(WHAT NEEDS TO BE DONE):
Print, exactly as written, the line containing "index dip: (194, 238)" and every line after it, ending with the final line of the data below.

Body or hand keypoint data
+-------+

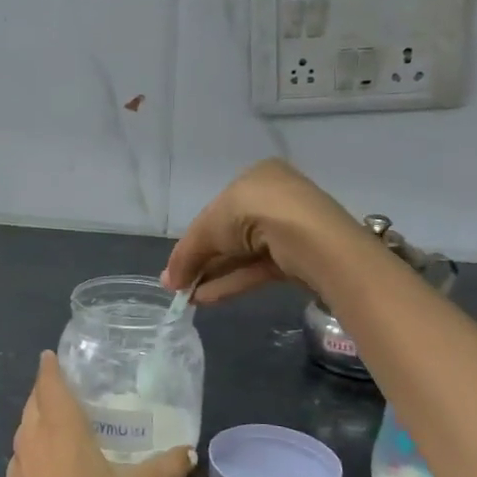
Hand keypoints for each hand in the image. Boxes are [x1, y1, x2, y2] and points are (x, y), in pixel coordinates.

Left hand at [4, 353, 193, 476]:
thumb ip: (165, 469)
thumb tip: (189, 452)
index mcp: (60, 428)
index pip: (48, 382)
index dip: (50, 367)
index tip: (54, 356)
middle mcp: (32, 439)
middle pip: (33, 403)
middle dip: (46, 391)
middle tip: (69, 389)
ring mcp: (16, 467)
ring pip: (23, 430)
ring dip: (37, 420)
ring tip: (61, 424)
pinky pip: (21, 458)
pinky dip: (33, 450)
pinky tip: (50, 467)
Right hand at [161, 158, 365, 303]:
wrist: (308, 237)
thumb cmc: (252, 213)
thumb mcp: (208, 228)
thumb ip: (187, 254)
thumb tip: (168, 281)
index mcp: (255, 178)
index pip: (218, 210)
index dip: (194, 238)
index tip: (177, 264)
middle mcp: (274, 198)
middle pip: (230, 234)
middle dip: (202, 260)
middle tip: (178, 284)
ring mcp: (290, 229)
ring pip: (243, 255)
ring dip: (213, 274)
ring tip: (186, 297)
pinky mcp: (299, 258)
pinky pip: (258, 269)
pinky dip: (232, 282)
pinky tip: (206, 299)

+-------+

(OUTPUT OF THE EXERCISE):
index dip: (194, 238)
index tip: (177, 264)
middle mcp: (274, 198)
middle pip: (230, 234)
middle dip: (202, 260)
middle tip: (178, 284)
ring mcp: (290, 229)
ring pip: (243, 255)
ring dip: (213, 274)
ring tip: (186, 297)
pinky mcp: (299, 258)
pinky pip: (258, 269)
pinky dip: (232, 282)
pinky tip: (206, 299)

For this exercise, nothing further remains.